そして、安全が確保されると猿や熊が食料を運び去った。
「奴らの狙いは食料だ! 守れっ!」
瞬時に気付いたスワレスだっが、その時は既に遅かった。ほんの少しの時間で食料は持ち去られ、狼達は爆煙を残し去って行った。
「……何なのだ……」
唖然と呟くエンディコだっが、報告で更に首を傾げた。被害は食料と水で、人的被害は皆無だったのだ。

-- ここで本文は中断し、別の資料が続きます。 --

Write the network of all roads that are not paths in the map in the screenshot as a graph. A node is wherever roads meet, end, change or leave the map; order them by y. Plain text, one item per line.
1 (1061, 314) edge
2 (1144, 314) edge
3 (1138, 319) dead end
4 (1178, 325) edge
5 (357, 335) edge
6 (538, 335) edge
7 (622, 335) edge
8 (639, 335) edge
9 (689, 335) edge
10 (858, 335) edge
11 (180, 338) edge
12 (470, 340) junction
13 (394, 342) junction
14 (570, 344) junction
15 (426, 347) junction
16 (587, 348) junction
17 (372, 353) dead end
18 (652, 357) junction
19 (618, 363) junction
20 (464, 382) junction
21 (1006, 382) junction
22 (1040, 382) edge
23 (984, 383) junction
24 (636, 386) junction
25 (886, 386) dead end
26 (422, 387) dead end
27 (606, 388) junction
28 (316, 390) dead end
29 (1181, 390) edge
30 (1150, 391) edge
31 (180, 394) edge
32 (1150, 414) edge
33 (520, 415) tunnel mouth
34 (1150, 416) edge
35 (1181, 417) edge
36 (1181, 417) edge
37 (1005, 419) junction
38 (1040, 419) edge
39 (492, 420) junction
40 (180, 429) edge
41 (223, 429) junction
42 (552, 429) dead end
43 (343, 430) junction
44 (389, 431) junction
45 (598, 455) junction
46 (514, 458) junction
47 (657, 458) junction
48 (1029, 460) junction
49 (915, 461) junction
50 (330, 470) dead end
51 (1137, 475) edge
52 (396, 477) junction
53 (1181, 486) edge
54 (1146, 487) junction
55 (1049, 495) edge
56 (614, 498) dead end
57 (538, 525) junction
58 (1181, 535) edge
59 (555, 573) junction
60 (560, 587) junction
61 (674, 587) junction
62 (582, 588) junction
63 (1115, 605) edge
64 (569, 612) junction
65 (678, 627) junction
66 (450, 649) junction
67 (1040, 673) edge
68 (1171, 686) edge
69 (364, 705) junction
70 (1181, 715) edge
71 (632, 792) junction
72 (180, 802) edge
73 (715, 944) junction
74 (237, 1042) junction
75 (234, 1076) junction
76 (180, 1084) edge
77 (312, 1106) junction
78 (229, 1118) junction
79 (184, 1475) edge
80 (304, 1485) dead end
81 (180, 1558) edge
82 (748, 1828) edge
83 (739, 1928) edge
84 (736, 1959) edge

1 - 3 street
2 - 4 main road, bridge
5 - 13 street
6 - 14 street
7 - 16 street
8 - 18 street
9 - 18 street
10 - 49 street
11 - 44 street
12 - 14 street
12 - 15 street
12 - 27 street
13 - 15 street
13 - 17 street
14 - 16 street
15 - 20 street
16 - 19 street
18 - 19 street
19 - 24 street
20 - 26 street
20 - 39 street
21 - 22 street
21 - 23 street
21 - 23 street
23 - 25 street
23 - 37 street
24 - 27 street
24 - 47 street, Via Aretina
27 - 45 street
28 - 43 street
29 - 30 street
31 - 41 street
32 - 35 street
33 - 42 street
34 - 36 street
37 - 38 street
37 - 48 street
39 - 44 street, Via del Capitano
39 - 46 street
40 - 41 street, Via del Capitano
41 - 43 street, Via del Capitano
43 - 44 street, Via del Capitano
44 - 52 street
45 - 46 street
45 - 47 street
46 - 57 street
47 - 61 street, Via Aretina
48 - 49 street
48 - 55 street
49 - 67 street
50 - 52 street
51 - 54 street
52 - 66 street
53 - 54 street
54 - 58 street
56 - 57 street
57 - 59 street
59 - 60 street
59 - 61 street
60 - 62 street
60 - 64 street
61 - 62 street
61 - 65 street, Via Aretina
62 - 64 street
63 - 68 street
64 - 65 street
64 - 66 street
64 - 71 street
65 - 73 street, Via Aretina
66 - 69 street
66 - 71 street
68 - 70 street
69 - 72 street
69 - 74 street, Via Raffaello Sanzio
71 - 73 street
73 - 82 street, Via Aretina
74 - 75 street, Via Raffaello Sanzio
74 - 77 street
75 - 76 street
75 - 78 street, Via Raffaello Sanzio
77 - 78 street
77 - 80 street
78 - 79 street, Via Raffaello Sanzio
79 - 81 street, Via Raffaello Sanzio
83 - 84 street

「直ぐに近隣の村で食料調達だっ! 狼達がいるかもしれん、完全武装の騎士団は護衛に付け! 重装歩兵は、本陣の周囲に警護体制を取れ! 手の空いてる者は周囲の偵察だ! 水の確保を優先させろ!」
大声で指示を出すスワレスは、的確に指示した。
「狼が食料を奪うだと……」
「魔法使いには、獣神ローボが付いています。目的は、おそらく魔法使いに与する後続を通す為に我々を遠ざける為でしょう」
首を傾げるエンディコに、スワレスは静か言った。
「後続は来ると思うか?」
「はい。総勢は万を超えているとの報告があります……合流は必至かと」
エンディコの問いに、スワレスは即答した。
「それでは、この人数で大軍と対峙か……」
青褪めたエンディコだったが、更にスワレスは冷静に言った。
「援軍を求めようにも、徒歩では時間が掛かり過ぎます……それに、食料が無ければ戦えません……山岳の入り口の平原で、川も近くにありません」
「……」
スワレスの言葉に、エンディコの顔は更に青褪めた。
「手段は二つです。直ぐに撤退して態勢を立て直し、増援と共に敵後続の背後を取る。もう一つは……ミランダ砦の左右に展開して敵を待ち受け、交戦……幸いミランダ砦は先発を受け入れてませんので、挟撃出来ます……が、全滅覚悟で敵を削れても数百と言う所でしょう」
スワレスの進言に、エンディコは一瞬俯くが直ぐに顔を上げた。
「……走るか」
「賢明です……全軍、撤退用意! 村に行った者や水の捜索に行った者達を呼び戻せ!」
直ぐにスワレスは指示を出した。
「村の様子が分かってからで良いのではないか?」
「我々の食料を奪った時点で、次は決まってます。おそらく、村は蛻の殻でしょう……我々に選択肢は無いのです」
「敵の手の内か……」
「はい……そして、口惜しいですが敵は、一旦我々の命を救いました」
スワレスは溜息を付くエンディコに、強い視線を向けた。
「……一旦か……イタストロア騎士団に情けを掛けた事を、後悔させてやる……持ち物は最低限だ! 武器以外の物は捨て置け!」
エンディコは叫ぶと、先頭を走り出した。続くスワレスも、唇を噛み締めて後に続いた。